**WHAT IS BEING ASKED**
Your task is to write out the entire listing exactly, omitting its pictures.

**DATASET RECORDS**
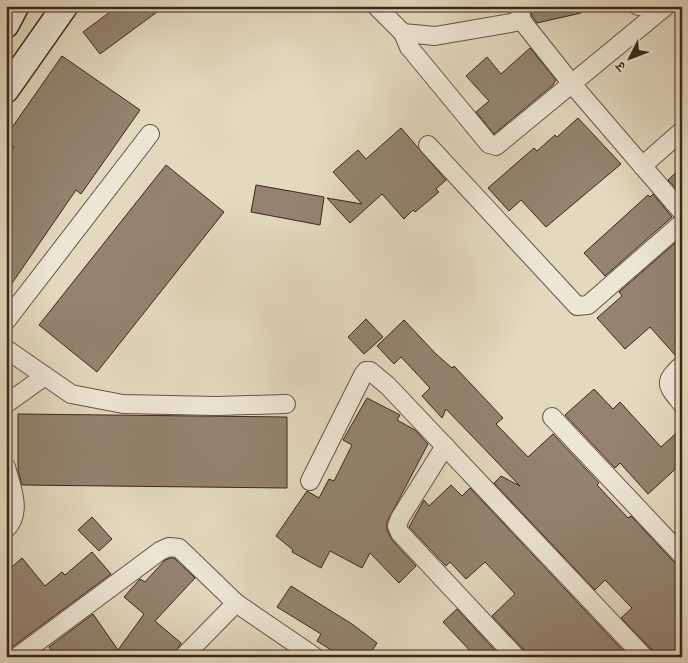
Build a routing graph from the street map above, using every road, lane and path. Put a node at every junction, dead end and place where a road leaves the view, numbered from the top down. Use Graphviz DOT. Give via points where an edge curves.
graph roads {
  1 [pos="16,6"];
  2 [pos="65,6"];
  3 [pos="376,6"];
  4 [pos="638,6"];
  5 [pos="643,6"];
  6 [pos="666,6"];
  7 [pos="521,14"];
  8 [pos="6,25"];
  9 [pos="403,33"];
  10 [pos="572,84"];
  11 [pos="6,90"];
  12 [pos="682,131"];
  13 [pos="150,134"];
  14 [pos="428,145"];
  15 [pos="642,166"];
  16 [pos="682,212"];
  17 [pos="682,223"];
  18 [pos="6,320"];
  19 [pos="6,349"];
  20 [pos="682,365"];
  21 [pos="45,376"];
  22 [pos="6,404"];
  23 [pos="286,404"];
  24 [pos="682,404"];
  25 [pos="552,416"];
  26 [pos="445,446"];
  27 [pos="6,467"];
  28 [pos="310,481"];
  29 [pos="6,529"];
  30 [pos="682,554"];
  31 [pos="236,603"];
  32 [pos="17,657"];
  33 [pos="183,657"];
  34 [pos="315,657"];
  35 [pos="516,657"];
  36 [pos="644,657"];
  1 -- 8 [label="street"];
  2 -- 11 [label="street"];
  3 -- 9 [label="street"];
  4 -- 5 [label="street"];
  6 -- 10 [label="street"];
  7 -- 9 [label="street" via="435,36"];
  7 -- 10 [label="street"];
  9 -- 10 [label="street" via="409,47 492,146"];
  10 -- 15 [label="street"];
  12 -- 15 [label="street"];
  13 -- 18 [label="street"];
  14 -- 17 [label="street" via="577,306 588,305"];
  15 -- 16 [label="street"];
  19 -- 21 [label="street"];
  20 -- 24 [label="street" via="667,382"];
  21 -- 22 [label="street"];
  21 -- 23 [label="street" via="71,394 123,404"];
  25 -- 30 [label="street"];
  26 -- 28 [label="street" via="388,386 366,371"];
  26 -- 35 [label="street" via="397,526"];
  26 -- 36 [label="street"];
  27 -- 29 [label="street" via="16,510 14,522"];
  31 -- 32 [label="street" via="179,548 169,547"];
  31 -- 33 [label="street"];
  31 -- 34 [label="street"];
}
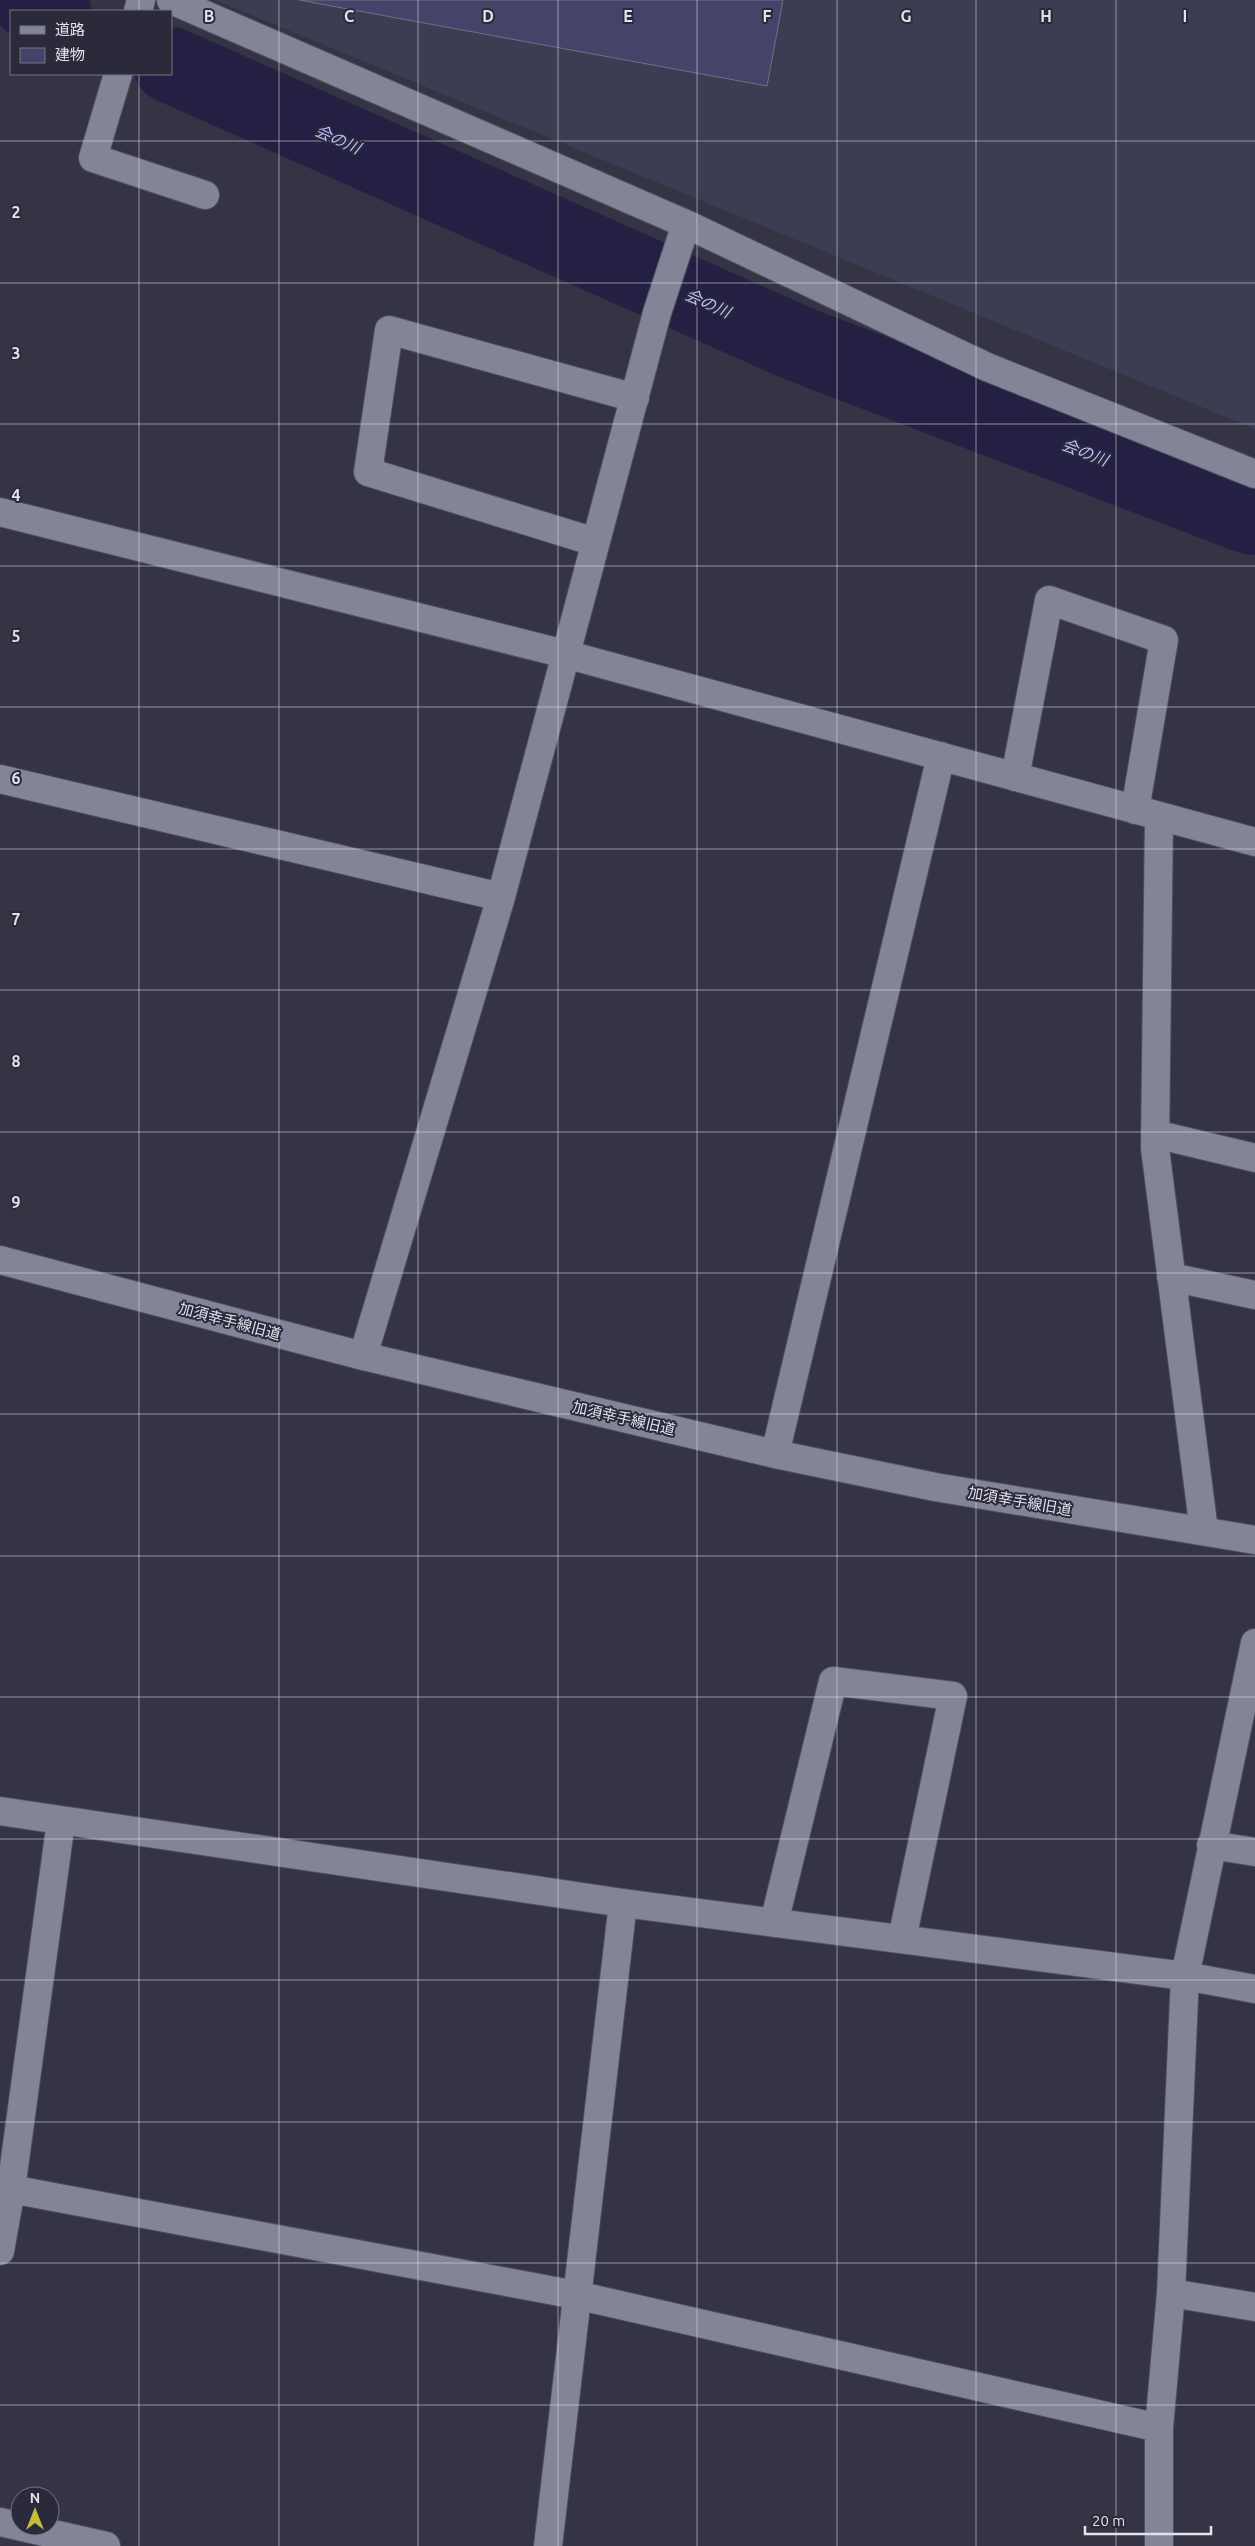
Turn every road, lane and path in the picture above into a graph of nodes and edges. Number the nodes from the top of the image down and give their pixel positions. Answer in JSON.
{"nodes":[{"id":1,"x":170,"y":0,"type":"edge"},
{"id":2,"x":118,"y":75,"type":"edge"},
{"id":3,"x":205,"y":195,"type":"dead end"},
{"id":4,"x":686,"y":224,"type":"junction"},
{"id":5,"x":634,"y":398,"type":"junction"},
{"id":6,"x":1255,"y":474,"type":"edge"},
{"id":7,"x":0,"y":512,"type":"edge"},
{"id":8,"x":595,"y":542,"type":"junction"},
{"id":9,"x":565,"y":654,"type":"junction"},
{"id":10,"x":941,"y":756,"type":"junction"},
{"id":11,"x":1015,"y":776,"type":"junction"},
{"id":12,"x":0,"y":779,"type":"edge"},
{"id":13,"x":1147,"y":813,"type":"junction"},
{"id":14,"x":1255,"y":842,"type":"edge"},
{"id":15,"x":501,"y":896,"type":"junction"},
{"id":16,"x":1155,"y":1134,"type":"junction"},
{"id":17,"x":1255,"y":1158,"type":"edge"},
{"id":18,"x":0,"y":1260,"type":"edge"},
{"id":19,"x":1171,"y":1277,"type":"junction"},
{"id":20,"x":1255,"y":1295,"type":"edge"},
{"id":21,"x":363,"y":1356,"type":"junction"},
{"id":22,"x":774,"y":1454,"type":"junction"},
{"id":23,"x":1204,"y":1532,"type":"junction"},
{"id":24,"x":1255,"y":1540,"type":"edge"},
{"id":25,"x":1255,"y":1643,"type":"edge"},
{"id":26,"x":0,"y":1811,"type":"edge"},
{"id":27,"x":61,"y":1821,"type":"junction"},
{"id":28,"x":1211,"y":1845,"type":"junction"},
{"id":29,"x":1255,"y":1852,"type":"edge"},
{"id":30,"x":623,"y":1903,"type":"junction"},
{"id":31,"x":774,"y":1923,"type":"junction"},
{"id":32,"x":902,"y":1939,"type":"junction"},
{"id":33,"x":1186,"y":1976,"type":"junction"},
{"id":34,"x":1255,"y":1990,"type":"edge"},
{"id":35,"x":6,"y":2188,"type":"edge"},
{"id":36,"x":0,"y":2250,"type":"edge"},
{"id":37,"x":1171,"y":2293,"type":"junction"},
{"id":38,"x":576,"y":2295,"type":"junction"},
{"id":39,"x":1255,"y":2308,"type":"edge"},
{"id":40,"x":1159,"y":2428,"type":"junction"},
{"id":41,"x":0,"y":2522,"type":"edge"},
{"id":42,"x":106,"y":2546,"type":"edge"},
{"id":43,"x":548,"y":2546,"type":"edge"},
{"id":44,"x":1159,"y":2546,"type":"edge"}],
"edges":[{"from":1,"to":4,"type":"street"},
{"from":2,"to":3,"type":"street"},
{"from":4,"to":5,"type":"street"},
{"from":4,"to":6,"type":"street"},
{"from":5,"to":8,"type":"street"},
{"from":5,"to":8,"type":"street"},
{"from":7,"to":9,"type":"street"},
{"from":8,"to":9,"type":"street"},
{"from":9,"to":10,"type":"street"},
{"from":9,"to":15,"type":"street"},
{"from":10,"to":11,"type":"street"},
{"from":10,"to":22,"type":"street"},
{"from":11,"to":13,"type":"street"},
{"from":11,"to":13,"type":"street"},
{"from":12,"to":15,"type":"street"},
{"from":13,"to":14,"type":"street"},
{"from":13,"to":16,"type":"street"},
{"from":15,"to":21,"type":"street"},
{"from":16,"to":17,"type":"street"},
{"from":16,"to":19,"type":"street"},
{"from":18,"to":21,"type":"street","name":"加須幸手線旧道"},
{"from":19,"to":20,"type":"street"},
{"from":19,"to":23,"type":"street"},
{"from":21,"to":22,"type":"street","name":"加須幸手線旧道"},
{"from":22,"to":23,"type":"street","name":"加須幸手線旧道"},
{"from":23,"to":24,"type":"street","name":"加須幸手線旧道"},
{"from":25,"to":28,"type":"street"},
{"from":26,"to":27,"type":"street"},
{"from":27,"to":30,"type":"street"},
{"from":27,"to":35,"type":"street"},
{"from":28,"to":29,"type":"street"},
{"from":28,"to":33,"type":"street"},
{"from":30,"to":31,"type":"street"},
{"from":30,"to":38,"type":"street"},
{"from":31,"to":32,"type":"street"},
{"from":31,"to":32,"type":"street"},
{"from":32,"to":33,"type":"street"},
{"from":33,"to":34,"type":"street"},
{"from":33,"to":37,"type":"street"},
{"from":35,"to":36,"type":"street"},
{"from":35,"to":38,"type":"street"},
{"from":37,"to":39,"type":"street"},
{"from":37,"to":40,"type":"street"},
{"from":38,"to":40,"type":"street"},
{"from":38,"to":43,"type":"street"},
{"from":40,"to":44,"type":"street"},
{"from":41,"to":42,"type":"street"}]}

**OUTPUT BELOW**
Build a routing graph from the street map above, using every road, lane and path. Put a node at every junction, dead end and place where a road leaves the view, numbered from the top down. Use Graphviz DOT. Give via points where an edge curves.
graph roads {
  1 [pos="16,6"];
  2 [pos="65,6"];
  3 [pos="376,6"];
  4 [pos="638,6"];
  5 [pos="643,6"];
  6 [pos="666,6"];
  7 [pos="521,14"];
  8 [pos="6,25"];
  9 [pos="403,33"];
  10 [pos="572,84"];
  11 [pos="6,90"];
  12 [pos="682,131"];
  13 [pos="150,134"];
  14 [pos="428,145"];
  15 [pos="642,166"];
  16 [pos="682,212"];
  17 [pos="682,223"];
  18 [pos="6,320"];
  19 [pos="6,349"];
  20 [pos="682,365"];
  21 [pos="45,376"];
  22 [pos="6,404"];
  23 [pos="286,404"];
  24 [pos="682,404"];
  25 [pos="552,416"];
  26 [pos="445,446"];
  27 [pos="6,467"];
  28 [pos="310,481"];
  29 [pos="6,529"];
  30 [pos="682,554"];
  31 [pos="236,603"];
  32 [pos="17,657"];
  33 [pos="183,657"];
  34 [pos="315,657"];
  35 [pos="516,657"];
  36 [pos="644,657"];
  1 -- 8 [label="street"];
  2 -- 11 [label="street"];
  3 -- 9 [label="street"];
  4 -- 5 [label="street"];
  6 -- 10 [label="street"];
  7 -- 9 [label="street" via="435,36"];
  7 -- 10 [label="street"];
  9 -- 10 [label="street" via="409,47 492,146"];
  10 -- 15 [label="street"];
  12 -- 15 [label="street"];
  13 -- 18 [label="street"];
  14 -- 17 [label="street" via="577,306 588,305"];
  15 -- 16 [label="street"];
  19 -- 21 [label="street"];
  20 -- 24 [label="street" via="667,382"];
  21 -- 22 [label="street"];
  21 -- 23 [label="street" via="71,394 123,404"];
  25 -- 30 [label="street"];
  26 -- 28 [label="street" via="388,386 366,371"];
  26 -- 35 [label="street" via="397,526"];
  26 -- 36 [label="street"];
  27 -- 29 [label="street" via="16,510 14,522"];
  31 -- 32 [label="street" via="179,548 169,547"];
  31 -- 33 [label="street"];
  31 -- 34 [label="street"];
}
Turn every road, lane and path in the picture above into a graph of nodes and edges. Number the nodes from the top of the image down and give their pixel positions. Answer in JSON.
{"nodes":[{"id":1,"x":170,"y":0,"type":"edge"},
{"id":2,"x":118,"y":75,"type":"edge"},
{"id":3,"x":205,"y":195,"type":"dead end"},
{"id":4,"x":686,"y":224,"type":"junction"},
{"id":5,"x":634,"y":398,"type":"junction"},
{"id":6,"x":1255,"y":474,"type":"edge"},
{"id":7,"x":0,"y":512,"type":"edge"},
{"id":8,"x":595,"y":542,"type":"junction"},
{"id":9,"x":565,"y":654,"type":"junction"},
{"id":10,"x":941,"y":756,"type":"junction"},
{"id":11,"x":1015,"y":776,"type":"junction"},
{"id":12,"x":0,"y":779,"type":"edge"},
{"id":13,"x":1147,"y":813,"type":"junction"},
{"id":14,"x":1255,"y":842,"type":"edge"},
{"id":15,"x":501,"y":896,"type":"junction"},
{"id":16,"x":1155,"y":1134,"type":"junction"},
{"id":17,"x":1255,"y":1158,"type":"edge"},
{"id":18,"x":0,"y":1260,"type":"edge"},
{"id":19,"x":1171,"y":1277,"type":"junction"},
{"id":20,"x":1255,"y":1295,"type":"edge"},
{"id":21,"x":363,"y":1356,"type":"junction"},
{"id":22,"x":774,"y":1454,"type":"junction"},
{"id":23,"x":1204,"y":1532,"type":"junction"},
{"id":24,"x":1255,"y":1540,"type":"edge"},
{"id":25,"x":1255,"y":1643,"type":"edge"},
{"id":26,"x":0,"y":1811,"type":"edge"},
{"id":27,"x":61,"y":1821,"type":"junction"},
{"id":28,"x":1211,"y":1845,"type":"junction"},
{"id":29,"x":1255,"y":1852,"type":"edge"},
{"id":30,"x":623,"y":1903,"type":"junction"},
{"id":31,"x":774,"y":1923,"type":"junction"},
{"id":32,"x":902,"y":1939,"type":"junction"},
{"id":33,"x":1186,"y":1976,"type":"junction"},
{"id":34,"x":1255,"y":1990,"type":"edge"},
{"id":35,"x":6,"y":2188,"type":"edge"},
{"id":36,"x":0,"y":2250,"type":"edge"},
{"id":37,"x":1171,"y":2293,"type":"junction"},
{"id":38,"x":576,"y":2295,"type":"junction"},
{"id":39,"x":1255,"y":2308,"type":"edge"},
{"id":40,"x":1159,"y":2428,"type":"junction"},
{"id":41,"x":0,"y":2522,"type":"edge"},
{"id":42,"x":106,"y":2546,"type":"edge"},
{"id":43,"x":548,"y":2546,"type":"edge"},
{"id":44,"x":1159,"y":2546,"type":"edge"}],
"edges":[{"from":1,"to":4,"type":"street"},
{"from":2,"to":3,"type":"street"},
{"from":4,"to":5,"type":"street"},
{"from":4,"to":6,"type":"street"},
{"from":5,"to":8,"type":"street"},
{"from":5,"to":8,"type":"street"},
{"from":7,"to":9,"type":"street"},
{"from":8,"to":9,"type":"street"},
{"from":9,"to":10,"type":"street"},
{"from":9,"to":15,"type":"street"},
{"from":10,"to":11,"type":"street"},
{"from":10,"to":22,"type":"street"},
{"from":11,"to":13,"type":"street"},
{"from":11,"to":13,"type":"street"},
{"from":12,"to":15,"type":"street"},
{"from":13,"to":14,"type":"street"},
{"from":13,"to":16,"type":"street"},
{"from":15,"to":21,"type":"street"},
{"from":16,"to":17,"type":"street"},
{"from":16,"to":19,"type":"street"},
{"from":18,"to":21,"type":"street","name":"加須幸手線旧道"},
{"from":19,"to":20,"type":"street"},
{"from":19,"to":23,"type":"street"},
{"from":21,"to":22,"type":"street","name":"加須幸手線旧道"},
{"from":22,"to":23,"type":"street","name":"加須幸手線旧道"},
{"from":23,"to":24,"type":"street","name":"加須幸手線旧道"},
{"from":25,"to":28,"type":"street"},
{"from":26,"to":27,"type":"street"},
{"from":27,"to":30,"type":"street"},
{"from":27,"to":35,"type":"street"},
{"from":28,"to":29,"type":"street"},
{"from":28,"to":33,"type":"street"},
{"from":30,"to":31,"type":"street"},
{"from":30,"to":38,"type":"street"},
{"from":31,"to":32,"type":"street"},
{"from":31,"to":32,"type":"street"},
{"from":32,"to":33,"type":"street"},
{"from":33,"to":34,"type":"street"},
{"from":33,"to":37,"type":"street"},
{"from":35,"to":36,"type":"street"},
{"from":35,"to":38,"type":"street"},
{"from":37,"to":39,"type":"street"},
{"from":37,"to":40,"type":"street"},
{"from":38,"to":40,"type":"street"},
{"from":38,"to":43,"type":"street"},
{"from":40,"to":44,"type":"street"},
{"from":41,"to":42,"type":"street"}]}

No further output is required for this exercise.